Я оставил мадам Манцони все свои бумаги и все запрещенные книги, что у меня были. Эта дама, которая была на двадцать лет старше меня, и, веря в судьбу, забавлялась, перелистывая ее большую книгу, сказала мне, смеясь, что уверена, что вернет мне все, что я ей дал, не позднее следующего года. Ее предсказания удивили меня и доставили мне радость; относясь к ней с большим уважением, я счел своим долгом помочь их проверить. То, что позволяло ей видеть будущее, не было ни суеверием, ни пустым предчувствием, лишенным разума, но знанием мира и характера человека, который был ей интересен. Она смеялась, говоря, что никогда не ошибается.
Я отправился грузиться на судно с малой площади Сан-Марко. За день до этого г-н Гримани дал мне десять цехинов, которых, по его словам, мне было более чем достаточно, чтобы жить все то время, в которое я должен был оставаться в лазарете Анконы для прохождения карантина. Невозможно было предсказать, сколько мне может понадобиться денег после выхода из лазарета. Поскольку он в этом не сомневался, моим долгом было также быть уверенным, но я так не думал. Я утешал себя тем, что в моем кошельке, в тайне от всех, лежали сорок прекрасных цехинов, которые очень поддерживали мою молодую храбрость. Я уезжал с радостью в душе и без всякого сожаления.
Глава VIII
Мои несчастья в Кьодже. Францисканец отец Стефано. Лазарет Анконы. Греческий раб. Мое паломничество в Нотр-Дам де Лорето. Я иду в Рим и Неаполь пешком, чтобы найти епископа, но не нахожу его. Фортуна предлагает мне средства отправиться в Мартурано, откуда я очень быстро уезжаю обратно в Неаполь
Этот посольский двор, который именовался великим, не содержал, на мой взгляд, в себе ничего великого. Он состоял из главы – миланца по имени Карничелли, аббата, который служил ему в качестве секретаря, поскольку сам он не владел письмом, старой женщины, которую все называли ключницей, повара и его очень некрасивой жены, и восьми – десяти лакеев. Прибыв к полудню в Кьоджу, я вежливо спросил у г-на Карничелли, где мне поместиться.

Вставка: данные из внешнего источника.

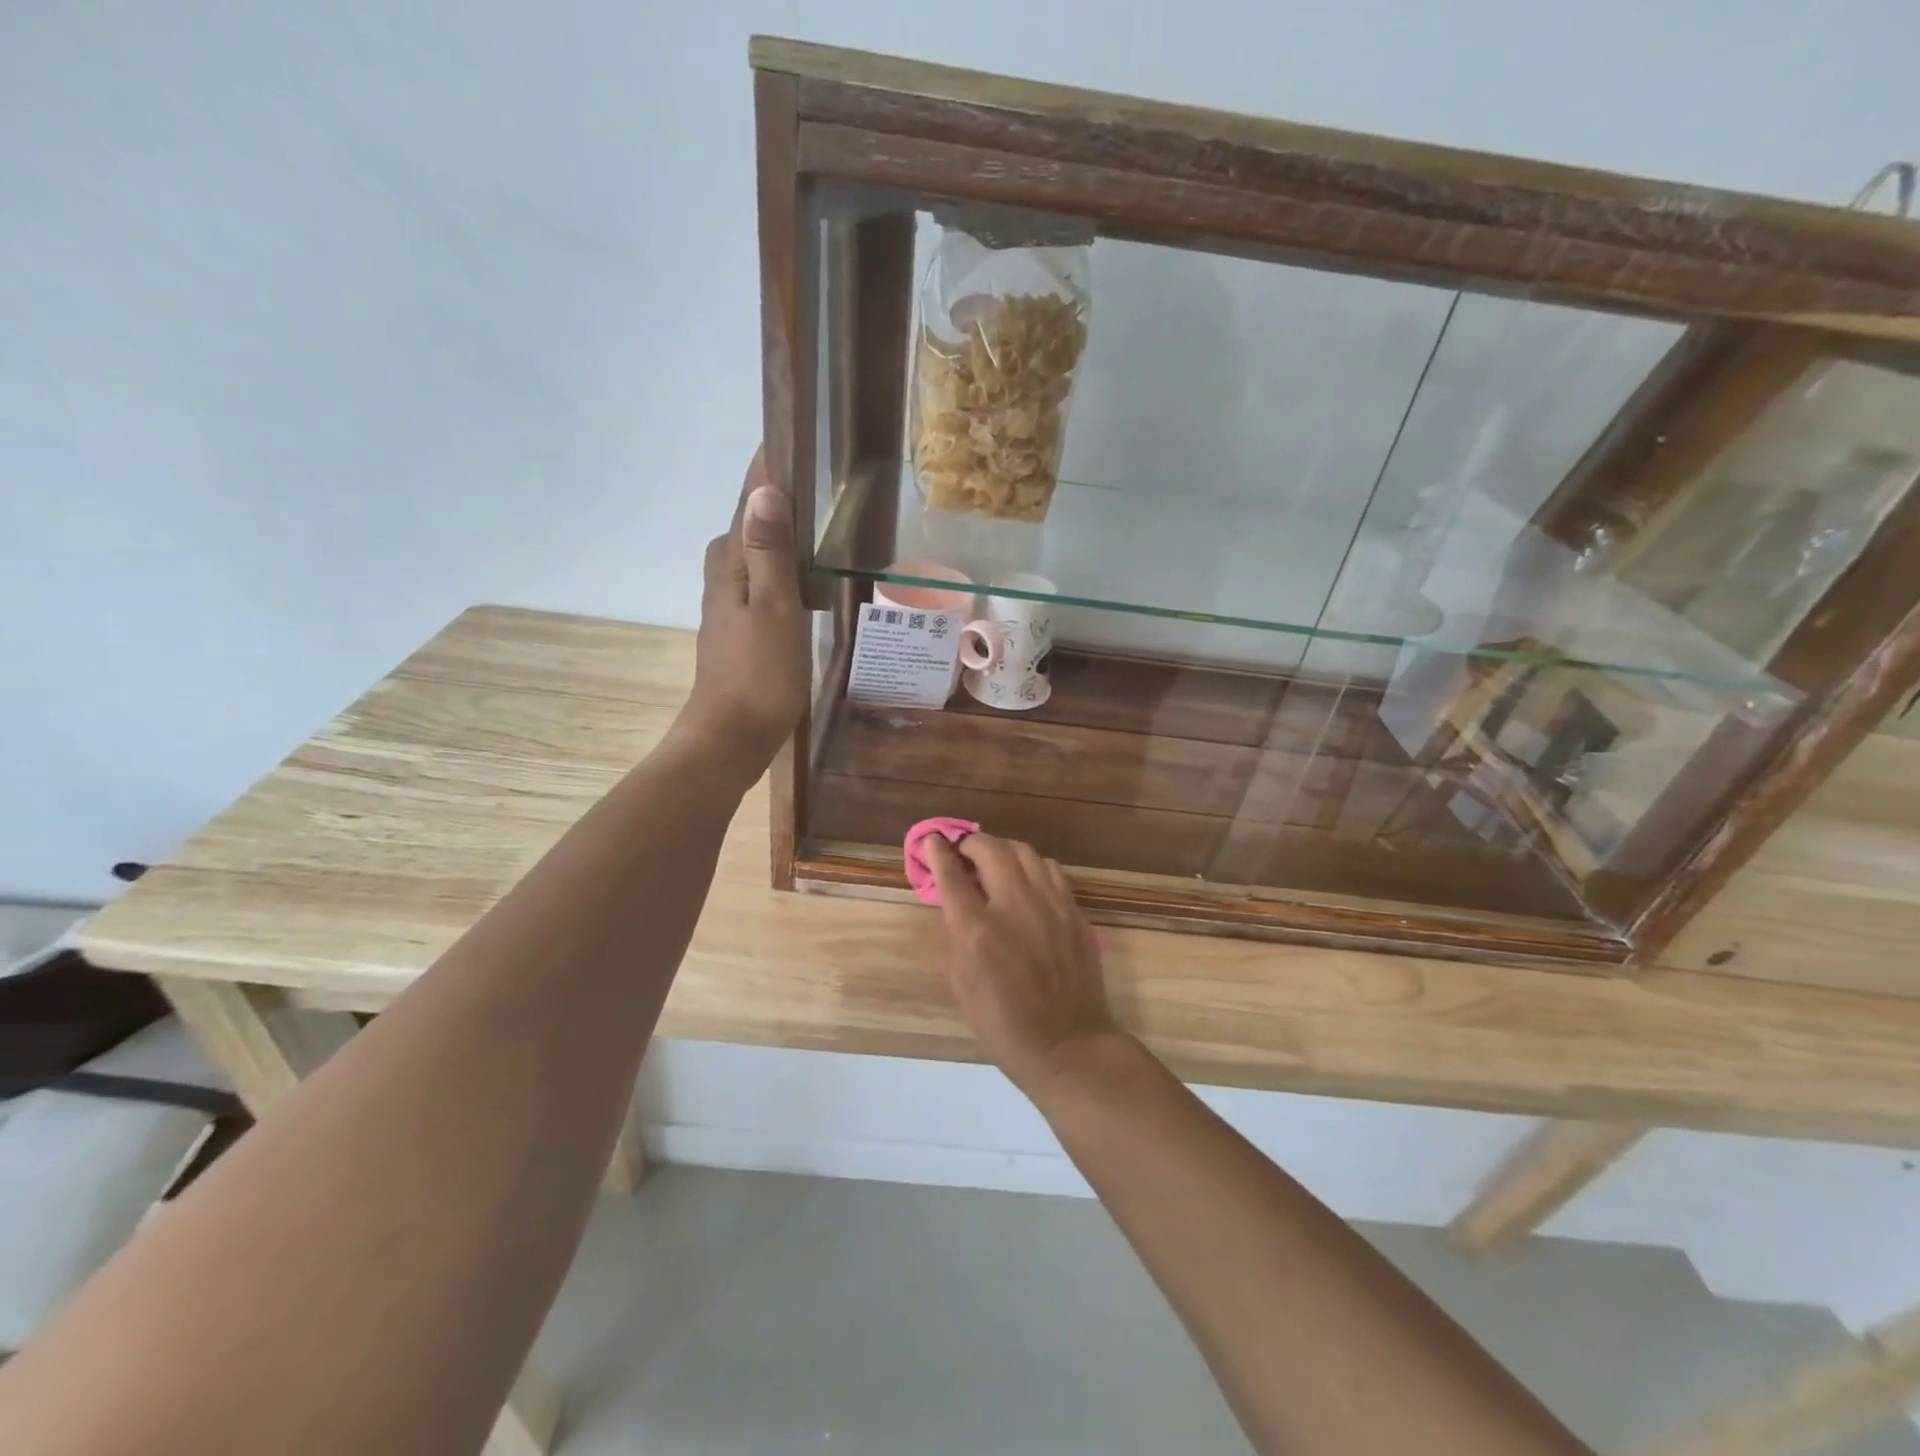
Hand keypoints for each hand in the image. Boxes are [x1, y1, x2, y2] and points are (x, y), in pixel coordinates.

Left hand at [683, 448, 808, 775]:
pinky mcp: (743, 626)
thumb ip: (769, 551)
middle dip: (782, 499)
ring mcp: (731, 602)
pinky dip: (789, 570)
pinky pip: (767, 581)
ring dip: (787, 536)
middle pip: (753, 523)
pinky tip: (815, 581)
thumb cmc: (758, 674)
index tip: (799, 440)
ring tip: (829, 524)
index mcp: (730, 562)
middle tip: (826, 482)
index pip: (750, 499)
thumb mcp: (773, 608)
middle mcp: (725, 574)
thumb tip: (766, 489)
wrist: (732, 737)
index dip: (771, 469)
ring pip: (760, 554)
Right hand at [925, 833, 1125, 1097]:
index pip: (951, 874)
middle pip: (990, 849)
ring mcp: (1050, 904)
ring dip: (1002, 849)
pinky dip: (1032, 866)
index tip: (933, 840)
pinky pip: (1051, 870)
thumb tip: (957, 902)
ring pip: (1024, 851)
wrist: (1068, 1045)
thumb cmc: (1004, 1025)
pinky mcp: (1074, 910)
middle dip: (970, 843)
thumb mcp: (962, 984)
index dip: (938, 851)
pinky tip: (1028, 882)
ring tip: (994, 862)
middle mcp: (1014, 905)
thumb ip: (957, 935)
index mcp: (977, 930)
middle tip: (963, 852)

– Где захотите. Сделайте только так, чтобы этот человек знал, где вы находитесь, чтобы он смог вас известить, когда тартана (барка) подойдет к Анконе. Моя обязанность поместить вас в лазарет Анконы бесплатно до момента, пока мы не уедем. А до той поры развлекайтесь.
«Этот человек» был хозяин тартаны. Я спросил его, где я могу расположиться.
– У меня, если вы согласитесь спать в постели с г-ном поваром, чья жена будет спать на борту моей тартаны.
Я согласен, и матрос идет со мной, неся мой багаж, который он помещает под кровать, потому что кровать занимает всю комнату. Посмеявшись над этим, потому что ничего другого мне не оставалось, я пошел пообедать в гостинице, а затем отправился осматривать Кьоджу.
Это почти остров, морской порт Венеции, населением в десять тысяч душ, моряков, рыбаков, торговцев, судейских и чиновников налоговой службы и финансов республики. Завидев кафе, я туда вошел. Молодой доктор права, который был моим одноклассником в Падуе, расцеловал меня и познакомил с аптекарем, лавка которого находилась рядом с кафе, где, по его словам, собирались все пишущие люди. Спустя четверть часа входит большой одноглазый монах – якобинец из Модены, по имени Корсини, которого я знал по Венеции, видит меня и раскланивается. Он говорит, что я приехал как раз вовремя, чтобы участвовать в пикнике, который члены макаронической (шуточной) академии устраивают на следующий день, после заседания академии, где каждый ее член читает свою композицию в честь и во славу макаронизма. Он уговаривает меня оказать честь академии и прочитать свой отрывок, и быть на пикнике, и я соглашаюсь. Я сочинил десять стансов и был принят в академию при всеобщем одобрении. Я проявил себя еще лучше за столом, поедая макароны, так что сочли меня достойным, чтобы объявить принцем. Молодой доктор, тоже академик, представил меня своей семье. Его родственники, во многом, благодаря его поддержке, воздали мне почести. Это были очень любезная сестра, и вторая, набожная, давшая обет, которая показалась мне чудом.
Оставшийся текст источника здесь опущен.